La Grande demeura calme.

—Bon! bon! ma fille, pas besoin de se tourner le sang…. Tu veux aussi la maison, c'est ton droit. On va voir.

Et, pendant trois jours, elle voyagea ainsi, entre les deux soeurs, portant de l'une à l'autre les sottises qu'elles s'adressaient, les exaspérant à ce point que toutes les deux faillirent se mettre au lit. Elle, sans se lasser, faisait valoir combien elle les aimait et quelle reconnaissance ses nièces lui devraient, pour s'être résignée à ce métier de chien. Enfin, il fut convenu qu'on partagerait la terre, mais que la maison et le mobilier, ainsi que les bêtes, seraient vendus judiciairement, puisqu'on ne pouvait s'entendre. Chacune des deux soeurs jurait qu'elle rachèterait la maison n'importe à quel prix, quitte à y laisser sa dernière chemise.

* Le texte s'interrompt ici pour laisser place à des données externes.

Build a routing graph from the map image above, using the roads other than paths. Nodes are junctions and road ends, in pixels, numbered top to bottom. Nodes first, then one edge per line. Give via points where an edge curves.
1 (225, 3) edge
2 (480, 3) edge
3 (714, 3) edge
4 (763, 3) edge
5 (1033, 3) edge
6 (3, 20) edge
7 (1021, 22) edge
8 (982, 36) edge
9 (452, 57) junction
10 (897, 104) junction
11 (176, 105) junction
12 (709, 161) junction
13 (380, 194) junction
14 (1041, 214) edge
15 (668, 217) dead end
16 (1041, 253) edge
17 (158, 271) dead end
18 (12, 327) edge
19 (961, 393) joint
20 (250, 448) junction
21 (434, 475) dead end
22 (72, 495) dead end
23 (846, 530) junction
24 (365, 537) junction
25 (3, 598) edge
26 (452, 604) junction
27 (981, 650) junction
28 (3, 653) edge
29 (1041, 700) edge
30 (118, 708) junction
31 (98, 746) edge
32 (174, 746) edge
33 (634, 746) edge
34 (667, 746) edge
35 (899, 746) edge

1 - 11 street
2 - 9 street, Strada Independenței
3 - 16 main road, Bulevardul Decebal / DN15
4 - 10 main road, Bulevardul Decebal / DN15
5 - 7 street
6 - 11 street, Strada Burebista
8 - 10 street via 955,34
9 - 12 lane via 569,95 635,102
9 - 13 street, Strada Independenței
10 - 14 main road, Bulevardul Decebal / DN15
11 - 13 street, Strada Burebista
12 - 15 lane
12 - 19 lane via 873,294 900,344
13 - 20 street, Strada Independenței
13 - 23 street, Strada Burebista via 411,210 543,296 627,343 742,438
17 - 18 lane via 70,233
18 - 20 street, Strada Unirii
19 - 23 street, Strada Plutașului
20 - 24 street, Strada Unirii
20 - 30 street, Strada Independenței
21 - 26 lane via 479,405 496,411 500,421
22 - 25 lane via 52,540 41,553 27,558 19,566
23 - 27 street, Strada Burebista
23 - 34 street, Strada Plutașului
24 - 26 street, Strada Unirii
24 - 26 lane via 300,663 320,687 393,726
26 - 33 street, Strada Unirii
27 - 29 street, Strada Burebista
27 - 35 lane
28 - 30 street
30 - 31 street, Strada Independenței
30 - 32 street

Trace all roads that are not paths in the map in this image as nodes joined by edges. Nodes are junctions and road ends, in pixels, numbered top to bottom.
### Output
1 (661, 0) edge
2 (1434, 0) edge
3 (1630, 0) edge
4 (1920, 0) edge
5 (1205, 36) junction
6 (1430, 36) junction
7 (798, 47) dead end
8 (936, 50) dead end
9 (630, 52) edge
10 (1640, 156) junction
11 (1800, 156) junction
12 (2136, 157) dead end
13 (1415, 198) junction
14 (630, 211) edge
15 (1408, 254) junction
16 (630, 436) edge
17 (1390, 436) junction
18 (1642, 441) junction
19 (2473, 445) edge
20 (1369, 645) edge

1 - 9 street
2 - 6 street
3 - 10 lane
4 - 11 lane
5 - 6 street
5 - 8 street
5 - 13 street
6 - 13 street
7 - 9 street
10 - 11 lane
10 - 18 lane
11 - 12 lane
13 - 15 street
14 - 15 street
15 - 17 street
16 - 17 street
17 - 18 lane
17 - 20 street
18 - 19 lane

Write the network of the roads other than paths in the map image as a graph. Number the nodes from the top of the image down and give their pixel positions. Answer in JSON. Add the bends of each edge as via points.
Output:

Grosbois vint donc arpenter les biens et les diviser en deux lots. Il y avait un hectare de prairie, un autre de vignes, deux de labour, et c'était ces derniers surtout, au lieu dit des Cornailles, que Buteau, depuis son mariage, s'entêtait à ne pas lâcher, car ils touchaient au champ qu'il tenait lui-même de son père, ce qui constituait une pièce de près de trois hectares, telle que pas un paysan de Rognes n'en possédait. Aussi, quel enragement, lorsqu'il vit Grosbois installer son équerre et planter les jalons! La Grande était là, à surveiller, Jean ayant préféré ne pas y être, de peur d'une bataille. Et une discussion s'engagea, car Buteau voulait que la ligne fût tirée parallèlement au vallon de l'Aigre, de façon que son champ restât soudé à son lot, quel qu'il fût; tandis que la tante exigeait que la division fût faite perpendiculairement, dans l'unique but de le contrarier. Elle l'emporta, il serra les poings, étranglé de fureur contenue.

—Alors, nom de Dieu! si je tombe sur le premier lot, je serai coupé en deux, j'aurai ça d'un côté et mon champ de l'autre?

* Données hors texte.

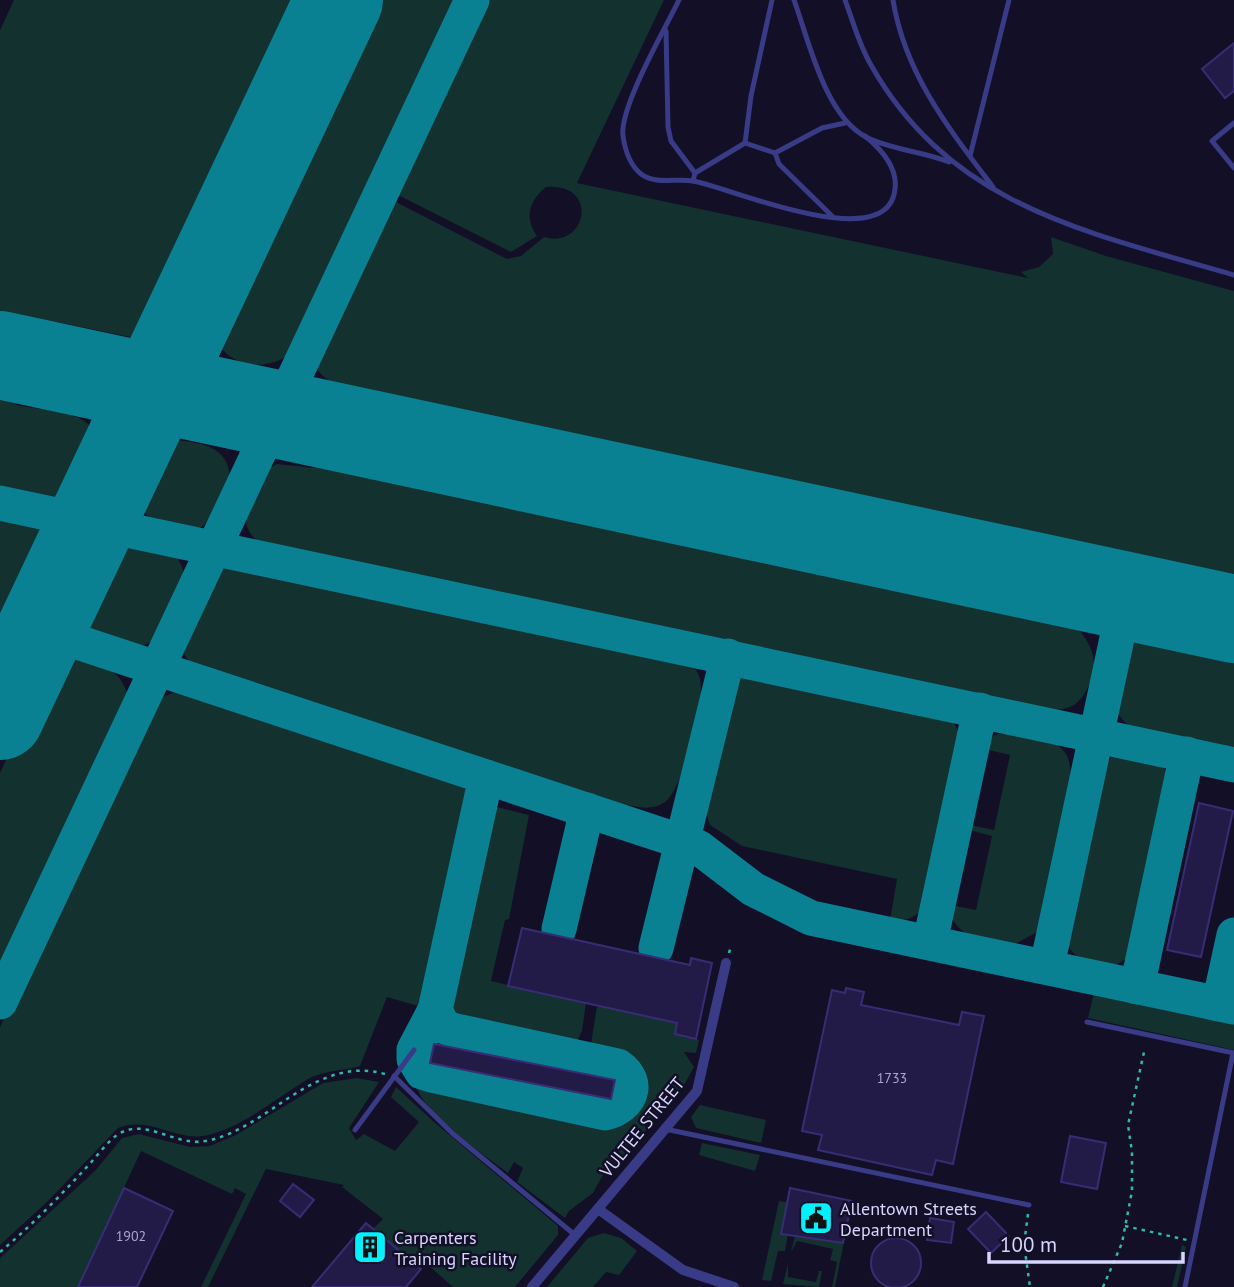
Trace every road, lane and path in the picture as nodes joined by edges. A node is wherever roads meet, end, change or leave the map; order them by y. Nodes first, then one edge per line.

—Dame! mon petit, c'est à toi de tirer le lot qui t'arrange.

Il y avait un mois que Buteau ne décolérait pas. D'abord, la fille lui échappait; il était malade de désir rentré, depuis qu'il ne lui prenait plus la chair à poignées sous la jupe, avec l'espoir obstiné de l'avoir toute un jour; et, après le mariage, l'idée que l'autre la tenait dans son lit, s'en donnait sur elle tant qu'il voulait, avait achevé de lui allumer le sang du corps. Puis, maintenant, c'était la terre que l'autre lui retirait des bras pour la posséder, elle aussi. Autant lui couper un membre. La fille encore, ça se retrouvait; mais la terre, une terre qu'il regardait comme sienne, qu'il s'était juré de ne jamais rendre! Il voyait rouge, cherchait des moyens, rêvait confusément des violences, des assassinats, que la terreur des gendarmes l'empêchait seule de commettre.

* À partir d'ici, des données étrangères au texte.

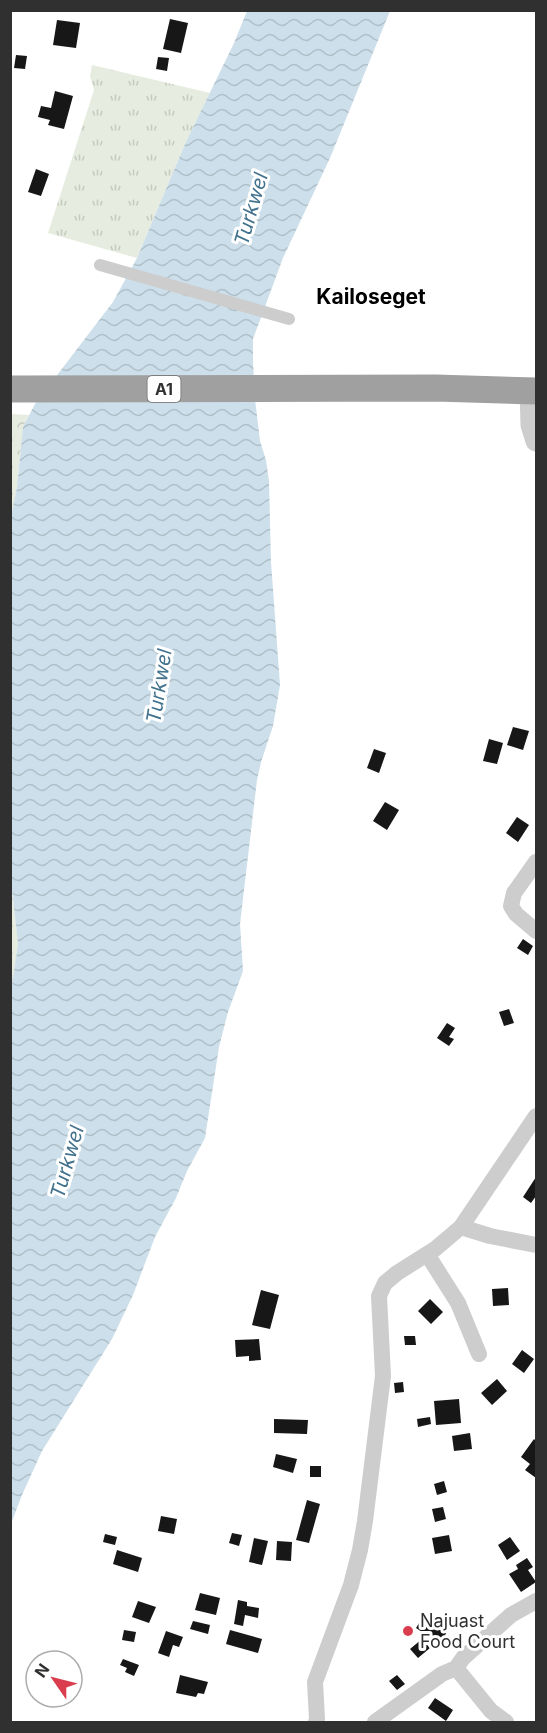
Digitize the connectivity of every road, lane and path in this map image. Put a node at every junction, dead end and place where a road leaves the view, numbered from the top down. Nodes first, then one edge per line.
1 (100, 265) dead end
2 (290, 319) dead end
3 (23, 389) edge
4 (533, 391) edge
5 (537, 441) edge
6 (537, 862) edge
7 (537, 931) edge
8 (537, 1116) edge
9 (461, 1227) junction
10 (537, 1245) edge
11 (427, 1254) junction
12 (479, 1354) dead end
13 (537, 1601) edge
14 (456, 1668) junction
15 (316, 1722) edge
16 (375, 1722) edge
17 (506, 1722) edge

1 - 2 street
3 - 4 highway, A1
4 - 5 street
6 - 7 street
8 - 9 street
9 - 10 street
9 - 11 street
11 - 12 street
11 - 15 street
13 - 14 street
14 - 16 street
14 - 17 street

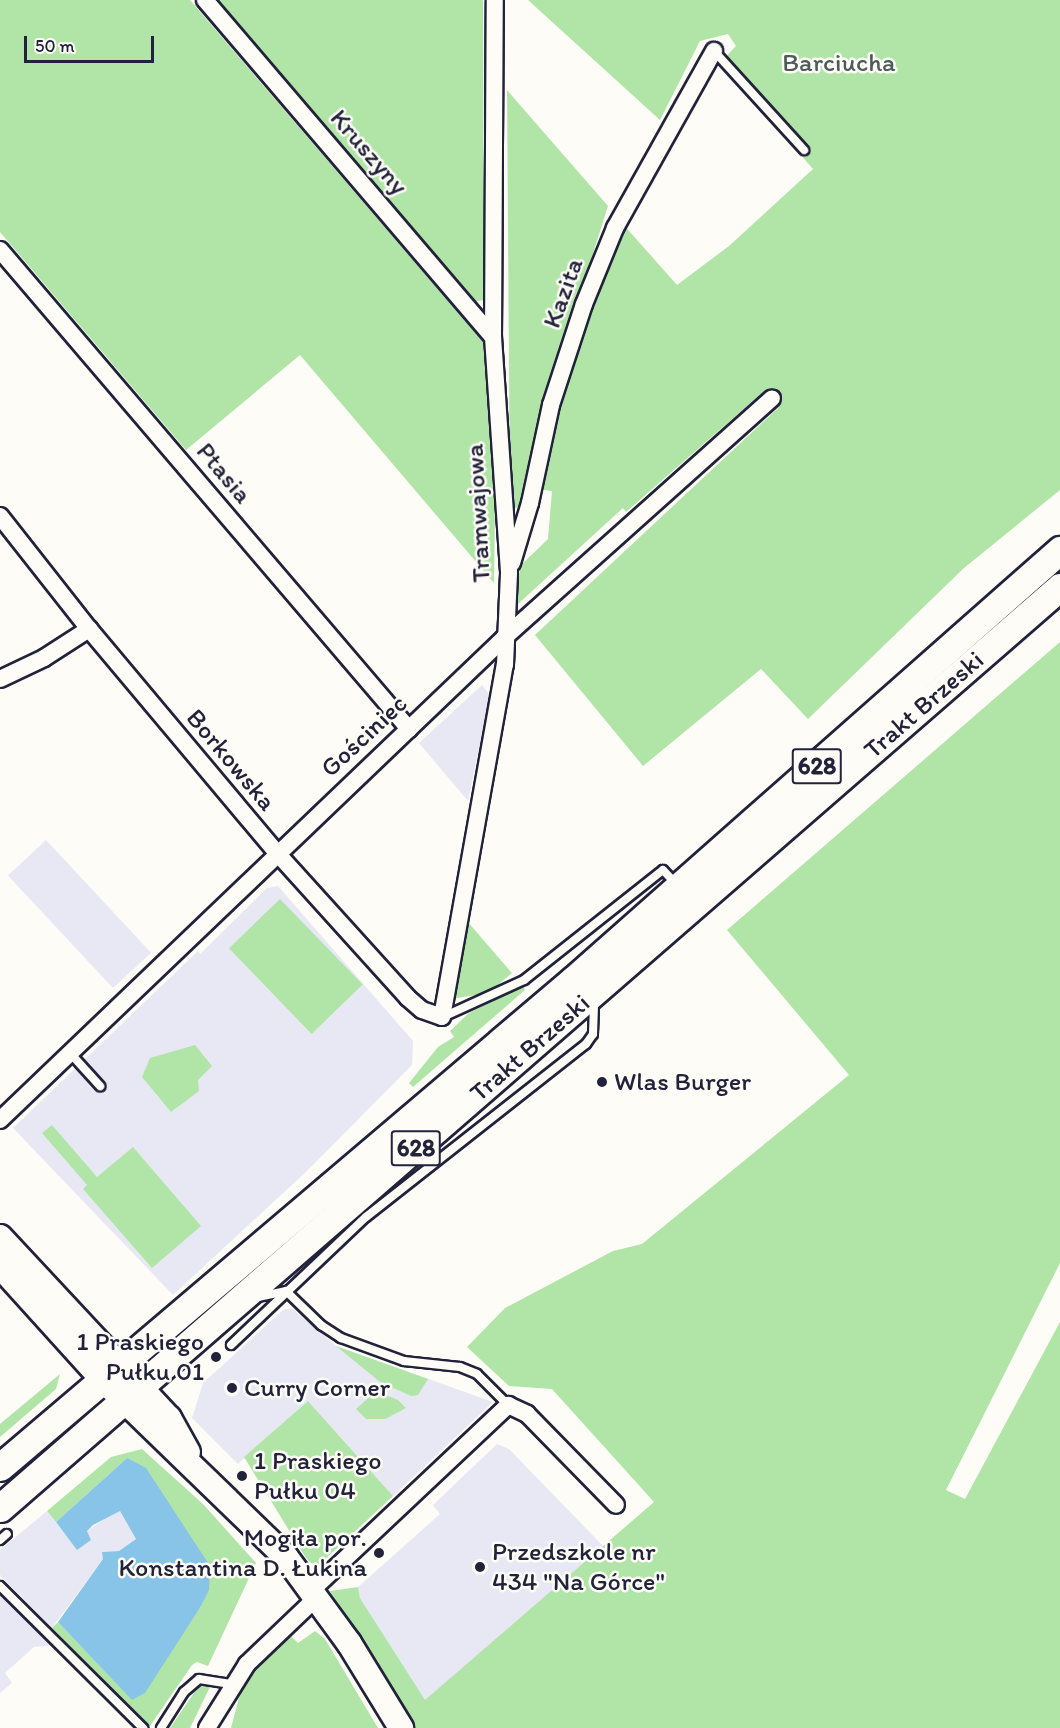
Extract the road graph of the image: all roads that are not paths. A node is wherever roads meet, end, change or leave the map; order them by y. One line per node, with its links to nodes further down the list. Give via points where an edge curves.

Enfin un rendez-vous fut pris chez M. Baillehache, où Buteau et Lise se retrouvèrent pour la première fois en face de Françoise et de Jean, que la Grande avait accompagnés par plaisir, sous le prétexte d'empêcher les choses de tourner au vilain. Ils entrèrent tous les cinq, raides, silencieux, dans le cabinet. Les Buteau s'assirent à droite. Jean, à gauche, resta debout derrière Françoise, comme pour dire qu'il n'en était pas, qu'il venait simplement autoriser sa femme. Et la tante prit place au milieu, maigre et haute, tournant ses yeux ronds et son nez de proie sur les uns, puis sur les autres, satisfaite. Les deux soeurs n'avaient même pas semblé se connaître, sans un mot, sans un regard, le visage dur. Il n'y eut qu'un coup d'oeil échangé entre les hommes, rapide, luisant et à fond, pareil à un coup de couteau.

—Mes amis, dit M. Baillehache, que ces attitudes dévorantes laissaient calme, nous allons terminer avant tout le partage des terres, sur lequel vous êtes d'accord.

Cette fois, il exigea d'abord les signatures. L'acte se trouvait prêt, la désignation des lots seule demeurait en blanc, à la suite des noms; et tous durent signer avant le tirage au sort, auquel il fit procéder séance tenante, afin d'éviter tout ennui.